(Capital Metro)

The plan for Project Connect includes 24 new park-and-rides facilities.

The map for the new $9.8 billion Project Connect regional transit plan is certain, but there are still many questions to be answered ahead of a November ballot question where voters will decide the fate of the proposal.


The two biggest items to be decided: the exact language and tax rate that voters will see, and how the body created by the city and Capital Metro to manage the system will be composed—as well as what kind of power it will have over budgets and operations.

And there is also the matter of deciding how to sell voters on a significant property tax increase—estimated to be $360 per year for the owner of a median-priced home—in the middle of a recession and the ongoing COVID-19 pandemic.

Paying for Project Connect—and only Project Connect

The plan for Project Connect includes three light rail lines connecting north and south Austin, the airport and downtown; a downtown transit tunnel with stations; expansion of the Red Line commuter rail through East Austin and a new Green Line running northwest from downtown; better bus service and a zero-emissions fleet; 24 park and ride lots; and customer technology to "plan, pay and go."

(Capital Metro)

Council Member Jimmy Flannigan said that the state's recently instituted annual cap on property taxes, which requires voters to approve increases over 3.5% in combined city and county tax revenue growth in any one year, created the ability for the city to fund the transit plan without the extensive approvals from the legislature that had been needed for prior transit proposals.

Flannigan added that the ballot language tying the new money to the transit system should give voters some assurance that the increase won't wind up in the general fund and eventually be diverted to parks, law enforcement or emergency services.

"It's more about the system you build and governance of the financial system that you build at the beginning, and if the moneys dedicated to transit have any possibility of being redirected to other things, you're screwed," he said. "The decisions you have to make for transit are generational, but your immediate shiny object needs will always win."

Project Connect

Three light rail lines form the basis of the plan for Project Connect.

(Capital Metro)

The governing body

The issue with the most need for compromise appears to be how the governing body for the system will operate. The city and Cap Metro will have to come together to create an interlocal agreement that will state how its membership will be decided, and how much authority it will have.

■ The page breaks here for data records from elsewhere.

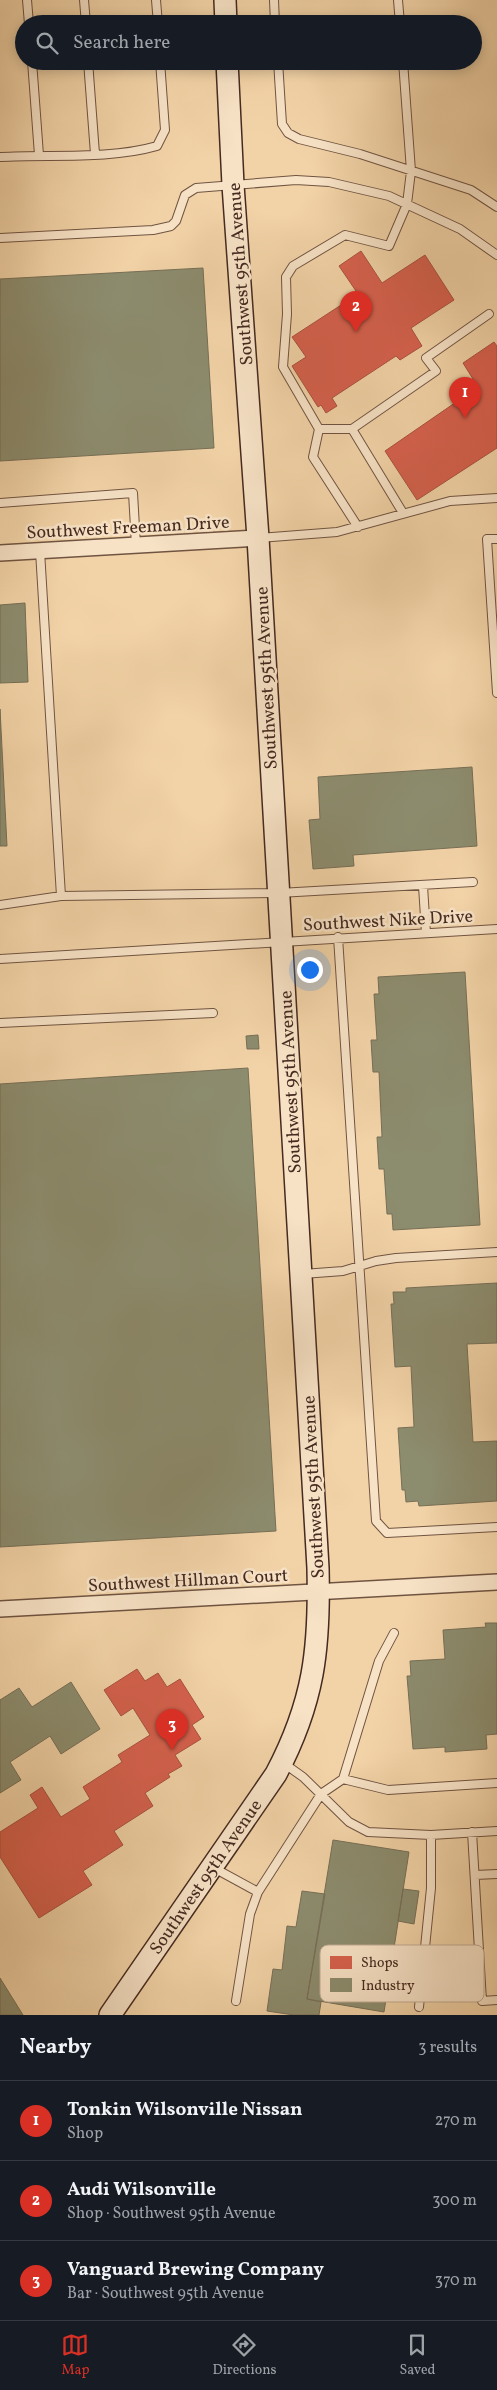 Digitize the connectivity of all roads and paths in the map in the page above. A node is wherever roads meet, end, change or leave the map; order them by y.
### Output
1 (27, 0) edge
2 (84, 0) edge
3 (156, 0) edge
4 (224, 0) edge
5 (274, 0) edge
6 (398, 0) edge
7 (28, 15) edge
8 (85, 15) edge
9 (157, 15) edge
10 (225, 15) edge
11 (275, 15) edge
12 (399, 15) edge
13 (33, 70) edge
14 (89, 70) edge
15 (161, 70) edge
16 (228, 70) edge
17 (279, 70) edge
18 (404, 70) edge
19 (95, 154) junction
20 (39, 155) junction
21 (0, 157) edge
22 (411, 171) junction
23 (233, 185) junction
24 (407, 204) junction
25 (497, 207) edge
26 (0, 238) edge
27 (497, 255) edge
28 (489, 314) dead end
29 (319, 429) junction
30 (352, 430) junction
31 (497, 498) edge
32 (0, 503) edge
33 (403, 512) junction
34 (358, 527) junction
35 (258, 538) junction
36 (497, 539) edge
37 (136, 545) junction
38 (40, 551) junction
39 (0, 553) edge
40 (497, 692) edge
41 (473, 882) dead end
42 (424, 886) junction
43 (279, 893) junction
44 (61, 896) junction
45 (0, 905) edge
46 (497, 929) edge
47 (426, 933) junction
48 (338, 937) junction
49 (282, 940) junction
50 (0, 959) edge
51 (213, 1013) dead end
52 (0, 1023) edge
53 (497, 1252) edge
54 (358, 1266) junction
55 (301, 1274) junction
56 (497, 1527) edge
57 (497, 1582) edge
58 (318, 1592) junction
59 (0, 1608) edge
60 (394, 1633) dead end
61 (282, 1762) junction
62 (343, 1779) junction
63 (497, 1783) edge
64 (321, 1794) junction
65 (497, 1831) edge
66 (472, 1832) junction
67 (430, 1835) junction
68 (212, 1867) junction
69 (497, 1874) edge
70 (474, 1875) junction
71 (258, 1892) junction
72 (425, 1945) edge
73 (478, 1945) edge
74 (484, 2000) edge
75 (497, 2000) edge
76 (236, 2001) dead end
77 (419, 2002) edge
78 (418, 2007) dead end
79 (110, 2015) edge

1 - 7 lane
2 - 8 lane
3 - 9 lane
4 - 10 main road
5 - 11 lane
6 - 12 lane
13 - 20 lane
14 - 19 lane
15 - 19 lane
16 - 23 main road, Southwest 95th Avenue
17 - 22 lane
18 - 22 lane
19 - 20 lane
20 - 21 lane
22 - 24 lane
22 - 25 lane
23 - 24 lane
23 - 26 lane
23 - 35 main road, Southwest 95th Avenue
24 - 27 lane
24 - 29 lane
28 - 30 lane
29 - 30 lane
29 - 34 lane
30 - 33 lane
31 - 33 lane
32 - 37 lane
33 - 34 lane
34 - 35 lane
35 - 37 street, Southwest Freeman Drive
35 - 43 main road, Southwest 95th Avenue
36 - 40 lane
37 - 38 street, Southwest Freeman Drive
38 - 39 street, Southwest Freeman Drive
38 - 44 lane
41 - 42 lane
42 - 43 lane
42 - 47 lane
43 - 44 lane
43 - 49 main road, Southwest 95th Avenue
44 - 45 lane
46 - 47 lane, Southwest Nike Drive
47 - 48 lane, Southwest Nike Drive
48 - 49 lane, Southwest Nike Drive
48 - 54 lane
49 - 50 lane, Southwest Nike Drive
49 - 55 main road, Southwest 95th Avenue
51 - 52 lane
53 - 54 lane
54 - 55 lane
54 - 56 lane
55 - 58 main road, Southwest 95th Avenue
57 - 58 street, Southwest Hillman Court
58 - 59 street, Southwest Hillman Court
58 - 61 main road, Southwest 95th Avenue
60 - 62 lane
61 - 64 lane
61 - 68 main road, Southwest 95th Avenue
62 - 63 lane
62 - 64 lane
64 - 67 lane
64 - 71 lane
65 - 66 lane
66 - 67 lane
66 - 70 lane
67 - 72 lane
68 - 71 lane
68 - 79 main road, Southwest 95th Avenue
69 - 70 lane
70 - 73 lane
71 - 76 lane
74 - 75 lane
77 - 78 lane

Flannigan said he thinks the governing body for Project Connect should mostly be involved in the management of money and priorities passed to it annually by the city and Cap Metro—a regional transportation provider led by elected and appointed board members from Austin and several suburbs.

Austin City Council Member Ann Kitchen said the governing board may have more autonomy, but will need to include members with deep experience and awareness of the ways transit impacts the entire region.

"To the extent that the body has discretion like about timing or locations of services—it will be important to include people who represent and are accountable to the public, such as elected officials," she said via email. "The Board must include people who have expertise and/or experience with equity issues, including mitigation of displacement. The Board must also include people who have an understanding of the impacts on businesses, especially small businesses during construction phases."

Project Connect

Project Connect aims to provide a better bus system for the Austin area.

(Capital Metro)

Impact and equity

Along with those questions, advocacy groups tied to transportation will continue to press the city and Cap Metro on issues such as equity and the financial impact of the likely property tax increase.

Yasmine Smith, vice-chair of People United for Mobility Action, said her group is waiting for data on the possible impacts —and how they can be limited—on lower-income communities located along some of the proposed light rail lines.

"There are lots of questions yet to be answered and yet to be fleshed out in order for us to ensure that this will not impact our most vulnerable community members," she said.

"It is hoped that the city adheres to their stated goals during the planning initiative ... it is going to be up to groups like PUMA to hold them accountable to what they have stated they will achieve, which is an evolution in mobility but one that does not continue the historic precedence of disenfranchising vulnerable populations."